* **Task description**
Would you please copy the entries exactly, leaving every picture aside?
╭──
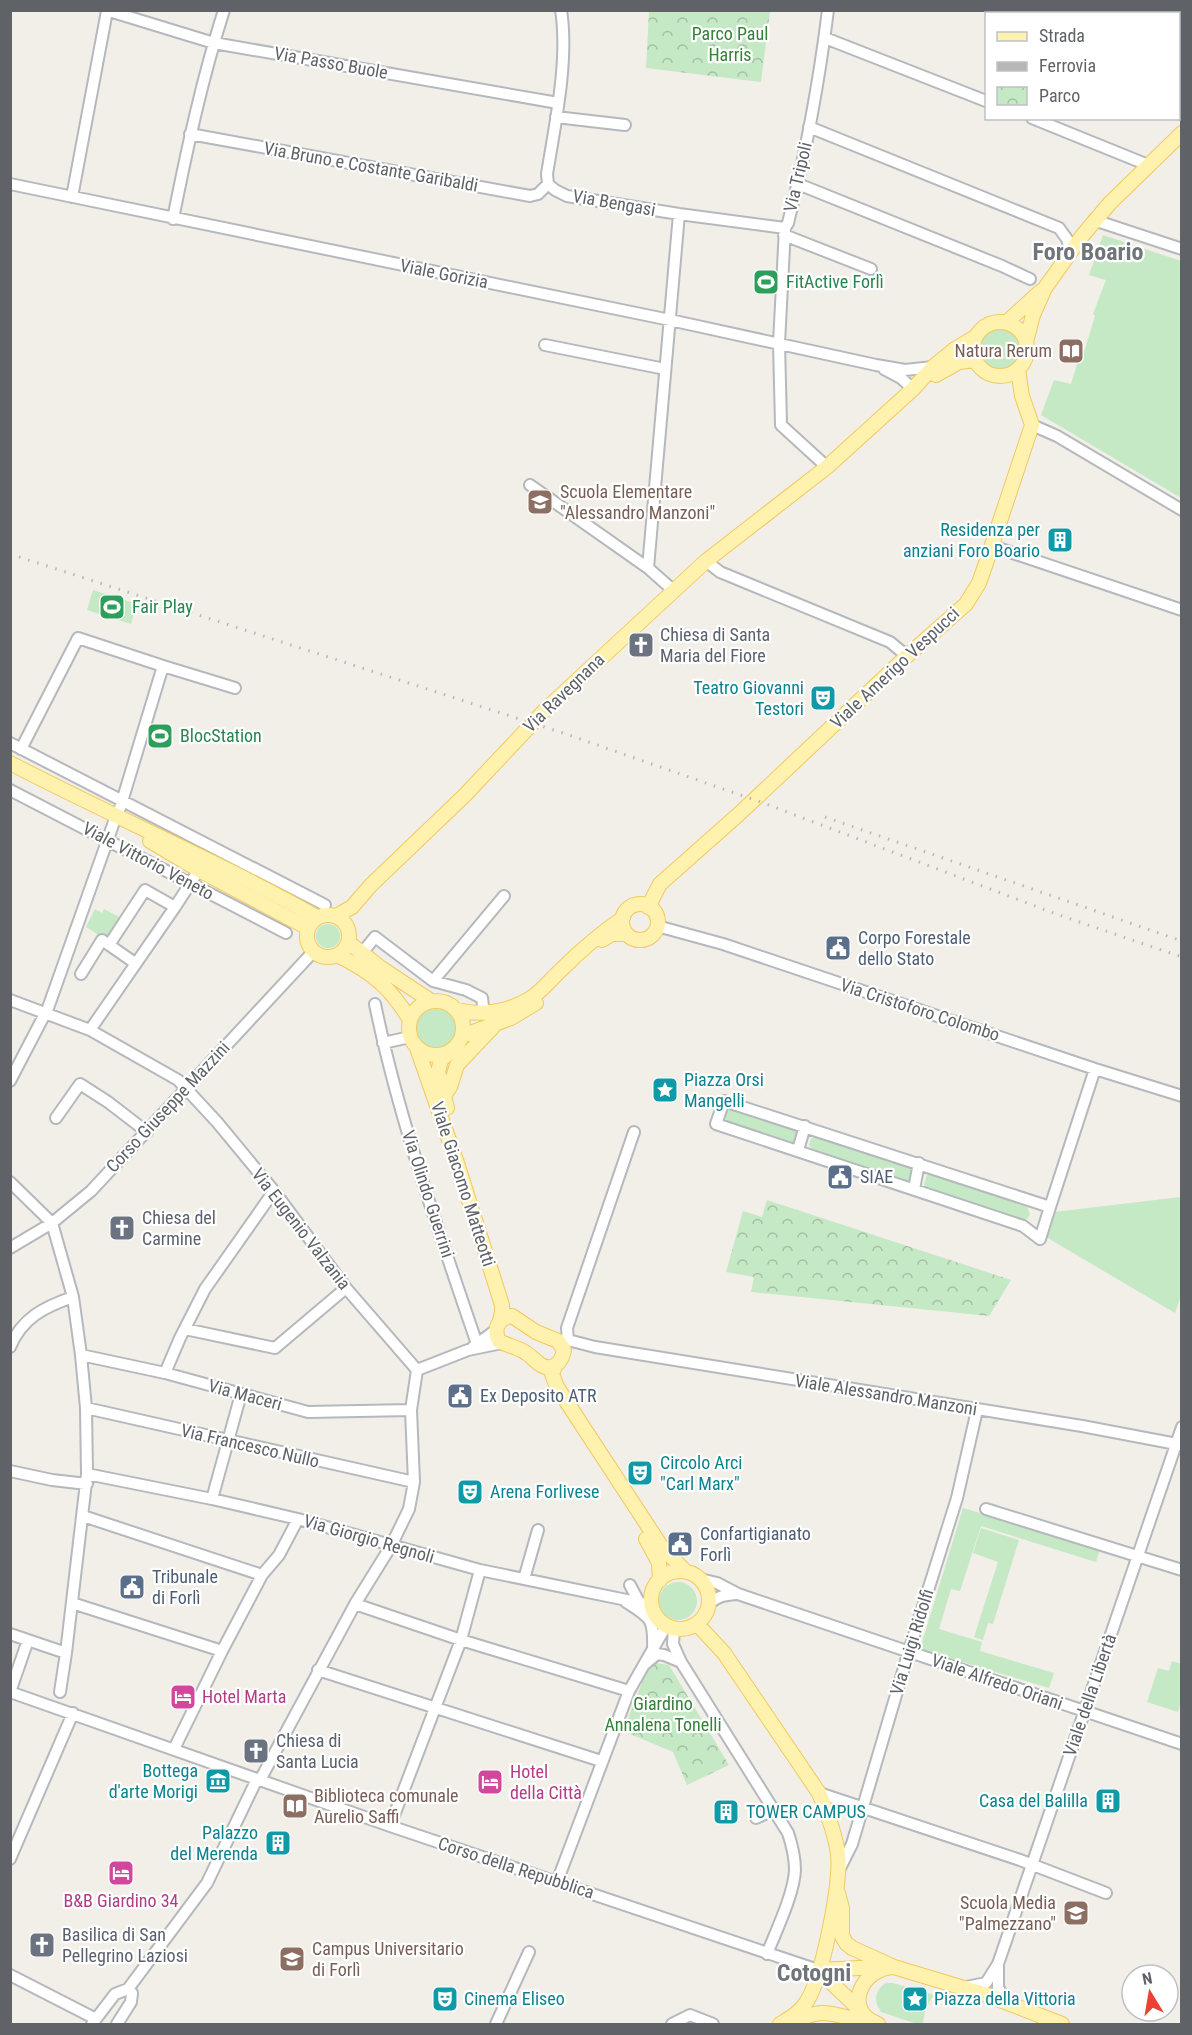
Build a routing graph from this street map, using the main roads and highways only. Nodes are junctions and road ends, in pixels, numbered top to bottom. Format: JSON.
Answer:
{"nodes":[{"id":1,"x":1182,"y":133,"type":"edge"},
{"id":2,"x":1045,"y":288,"type":"junction"},
{"id":3,"x":1007,"y":322,"type":"junction"},
{"id":4,"x":975,"y":337,"type":"junction"},
{"id":5,"x":1026,"y":342,"type":"junction"},
{"id":6,"x":975,"y":360,"type":"junction"},
{"id":7,"x":1018,"y":369,"type":"junction"},
{"id":8,"x":913,"y":389,"type":"junction"},
{"id":9,"x":10,"y":764,"type":"edge"},
{"id":10,"x":204,"y":858,"type":"junction"},
{"id":11,"x":648,"y":907,"type":"junction"},
{"id":12,"x":321,"y":911,"type":"junction"},
{"id":13,"x":336,"y":916,"type":"junction"},
{"id":14,"x":623,"y":918,"type":"junction"},
{"id":15,"x":308,"y":928,"type":"junction"},
{"id":16,"x":626,"y":934,"type":"junction"},
{"id":17,"x":348,"y":942,"type":"junction"},
{"id":18,"x":337,"y":955,"type":"junction"},
{"id":19,"x":431,"y":1001,"type":"junction"},
{"id":20,"x":455,"y":1009,"type":"junction"},
{"id":21,"x":410,"y":1020,"type":"junction"},
{"id":22,"x":496,"y":1023,"type":"junction"},
{"id":23,"x":462,"y":1036,"type":"junction"},
{"id":24,"x":413,"y":1043,"type":"junction"},
{"id":25,"x":454,"y":1049,"type":"junction"},
{"id":26,"x":443,"y":1097,"type":"junction"},
{"id":27,"x":503,"y":1323,"type":"junction"},
{"id":28,"x":548,"y":1366,"type":"junction"},
{"id":29,"x":686,"y":1572,"type":"junction"},
{"id":30,"x":660,"y":1580,"type":"junction"},
{"id":31,"x":708,"y":1607,"type":"junction"},
{"id":32,"x":697,"y":1624,"type":"junction"},
{"id":33,"x":724,"y":1653,"type":"junction"},
{"id":34,"x":836,"y":1888,"type":"junction"},
{"id":35,"x":889,"y":1967,"type":"junction"},
{"id":36,"x":818,"y":1970,"type":"junction"},
{"id":37,"x":868,"y":2018,"type":"edge"},
{"id":38,"x":780,"y":2025,"type":"edge"},
{"id":39,"x":791,"y":2025,"type":"edge"},
{"id":40,"x":1062,"y":2025,"type":"edge"}],
"edges":[{"from":1,"to":2,"type":"main road"},
{"from":2,"to":3,"type":"main road"},
{"from":2,"to":5,"type":"main road"},
{"from":3,"to":4,"type":"main road"},
{"from":3,"to":5,"type":"main road"},
{"from":4,"to":6,"type":"main road"},
{"from":4,"to":8,"type":"main road","name":"Via Ravegnana"},
{"from":5,"to":7,"type":"main road"},
{"from":6,"to":7,"type":"main road"},
{"from":6,"to":8,"type":"main road","name":"Via Ravegnana"},
{"from":7,"to":11,"type":"main road","name":"Viale Amerigo Vespucci"},
{"from":8,"to":13,"type":"main road","name":"Via Ravegnana"},
{"from":9,"to":10,"type":"main road","name":"Viale Vittorio Veneto"},
{"from":10,"to":12,"type":"main road","name":"Viale Vittorio Veneto"},
{"from":10,"to":15,"type":"main road","name":"Viale Vittorio Veneto"},
{"from":11,"to":14,"type":"main road"},
{"from":11,"to":16,"type":"main road"},
{"from":12,"to":13,"type":"main road"},
{"from":12,"to":15,"type":"main road"},
{"from":13,"to":17,"type":"main road"},
{"from":14,"to":16,"type":"main road"},
{"from":14,"to":20,"type":"main road"},
{"from":15,"to":18,"type":"main road"},
{"from":16,"to":22,"type":"main road"},
{"from":17,"to":18,"type":"main road"},
{"from":17,"to":19,"type":"main road"},
{"from":18,"to":21,"type":"main road"},
{"from":19,"to":20,"type":"main road"},
{"from":19,"to":21,"type":"main road"},
{"from":20,"to":23,"type":"main road"},
{"from":21,"to":24,"type":"main road"},
{"from":22,"to":23,"type":"main road"},
{"from":22,"to":26,"type":"main road"},
{"from":23,"to":25,"type":"main road"},
{"from":24,"to":25,"type":"main road"},
{"from":24,"to":27,"type":"main road","name":"Viale Giacomo Matteotti"},
{"from":25,"to":26,"type":"main road","name":"Viale Giacomo Matteotti"},
{"from":26,"to":27,"type":"main road","name":"Viale Giacomo Matteotti"},
{"from":27,"to":28,"type":"main road"},
{"from":27,"to":28,"type":"main road"},
{"from":28,"to":29,"type":"main road"},
{"from":28,"to":30,"type":"main road"},
{"from":29,"to":30,"type":"main road"},
{"from":29,"to":31,"type":"main road"},
{"from":30,"to":32,"type":"main road"},
{"from":31,"to":32,"type":"main road"},
{"from":31,"to":33,"type":"main road"},
{"from":32,"to":33,"type":"main road"},
{"from":33,"to":34,"type":"main road"},
{"from":34,"to":35,"type":"main road"},
{"from":34,"to":36,"type":"main road"},
{"from":35,"to":36,"type":"main road"},
{"from":35,"to":37,"type":"main road"},
{"from":35,"to":40,"type":"main road"},
{"from":36,"to":37,"type":"main road"},
{"from":36,"to":38,"type":"main road"},
{"from":37,"to":39,"type":"main road"}]}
╰──
* **Answer space**
Build a routing graph from this street map, using the main roads and highways only. Nodes are junctions and road ends, in pixels, numbered top to bottom. Format: JSON.
Answer:
{"nodes":[{"id":1,"x":1182,"y":133,"type":"edge"},
{"id":2,"x":1045,"y":288,"type":"junction"},
{"id":3,"x":1007,"y":322,"type":"junction"},
{"id":4,"x":975,"y":337,"type":"junction"},
{"id":5,"x":1026,"y":342,"type":"junction"},
{"id":6,"x":975,"y":360,"type":"junction"},
{"id":7,"x":1018,"y":369,"type":"junction"},
{"id":8,"x":913,"y":389,"type":"junction"},
{"id":9,"x":10,"y":764,"type":"edge"},
{"id":10,"x":204,"y":858,"type":"junction"},
{"id":11,"x":648,"y":907,"type":"junction"},
{"id":12,"x":321,"y":911,"type":"junction"},
{"id":13,"x":336,"y":916,"type":"junction"},
{"id":14,"x":623,"y":918,"type":"junction"},
{"id":15,"x":308,"y":928,"type":"junction"},
{"id":16,"x":626,"y":934,"type":"junction"},
{"id":17,"x":348,"y":942,"type":"junction"},
{"id":18,"x":337,"y":955,"type":"junction"},
{"id":19,"x":431,"y":1001,"type":"junction"},
{"id":20,"x":455,"y":1009,"type":"junction"},
{"id":21,"x":410,"y":1020,"type":"junction"},
{"id":22,"x":496,"y":1023,"type":"junction"},
{"id":23,"x":462,"y":1036,"type":"junction"},
{"id":24,"x":413,"y":1043,"type":"junction"},
{"id":25,"x":454,"y":1049,"type":"junction"},
{"id":26,"x":443,"y":1097,"type":"junction"},
{"id":27,"x":503,"y":1323,"type":"junction"},
{"id":28,"x":548,"y":1366,"type":"junction"},
{"id":29,"x":686,"y":1572,"type":"junction"},
{"id":30,"x":660,"y":1580,"type":"junction"},
{"id":31,"x":708,"y":1607,"type":"junction"},
{"id":32,"x":697,"y":1624,"type":"junction"},
{"id":33,"x":724,"y":1653,"type":"junction"},
{"id":34,"x":836,"y":1888,"type":"junction"},
{"id":35,"x":889,"y":1967,"type":"junction"},
{"id":36,"x":818,"y":1970,"type":"junction"},
{"id":37,"x":868,"y":2018,"type":"edge"},
{"id":38,"x":780,"y":2025,"type":"edge"},
{"id":39,"x":791,"y":2025,"type":"edge"},
{"id":40,"x":1062,"y":2025,"type":"edge"}],
"edges":[{"from":1,"to":2,"type":"main road"},
{"from":2,"to":3,"type":"main road"},
{"from":2,"to":5,"type":"main road"},
{"from":3,"to":4,"type":"main road"},
{"from":3,"to":5,"type":"main road"},
{"from":4,"to":6,"type":"main road"},
{"from":4,"to":8,"type":"main road","name":"Via Ravegnana"},
{"from":5,"to":7,"type":"main road"},
{"from":6,"to":7,"type":"main road"},
{"from":6,"to":8,"type":"main road","name":"Via Ravegnana"},
{"from":7,"to":11,"type":"main road","name":"Viale Amerigo Vespucci"},
{"from":8,"to":13,"type":"main road","name":"Via Ravegnana"},
{"from":9,"to":10,"type":"main road","name":"Viale Vittorio Veneto"},
{"from":10,"to":12,"type":"main road","name":"Viale Vittorio Veneto"},
{"from":10,"to":15,"type":"main road","name":"Viale Vittorio Veneto"},
{"from":11,"to":14,"type":"main road"},
{"from":11,"to":16,"type":"main road"},
{"from":12,"to":13,"type":"main road"},
{"from":12,"to":15,"type":"main road"},
{"from":13,"to":17,"type":"main road"},
{"from":14,"to":16,"type":"main road"},
{"from":14,"to":20,"type":"main road"},
{"from":15,"to":18,"type":"main road"},
{"from":16,"to":22,"type":"main road"},
{"from":17,"to":18,"type":"main road"},
{"from":17,"to":19,"type":"main road"},
{"from":18,"to":21,"type":"main road"},
{"from":19,"to":20,"type":"main road"},
{"from":19,"to":21,"type":"main road"},
{"from":20,"to":23,"type":"main road"},
{"from":21,"to":24,"type":"main road"},
{"from":22,"to":23,"type":"main road"},
{"from":22,"to":26,"type":"main road"},
{"from":23,"to":25,"type":"main road"},
{"from":24,"to":25,"type":"main road"},
{"from":24,"to":27,"type":"main road","name":"Viale Giacomo Matteotti"},
{"from":25,"to":26,"type":"main road","name":"Viale Giacomo Matteotti"},
{"from":26,"to":27,"type":"main road","name":"Viale Giacomo Matteotti"},
{"from":27,"to":28,"type":"main road"},
{"from":27,"to":28,"type":"main road"},
{"from":28,"to":29,"type":"main road"},
{"from":28,"to":30,"type":"main road"},
{"from":29,"to":30,"type":"main road"},
{"from":29,"to":31,"type":"main road"},
{"from":30,"to":32,"type":"main road"},
{"from":31,"to":32,"type":"main road"},
{"from":31,"to":33,"type":"main road"},
{"from":32,"to":33,"type":"main road"},
{"from":33,"to":34,"type":"main road"},
{"from":34,"to":35,"type":"main road"},
{"from":34,"to":36,"type":"main road"},
{"from":35,"to":36,"type":"main road"},
{"from":35,"to":37,"type":"main road"},
{"from":35,"to":40,"type":"main road"},
{"from":36,"to":37,"type":"main road"},
{"from":36,"to":38,"type":"main road"},
{"from":37,"to":39,"type":"main road"}]}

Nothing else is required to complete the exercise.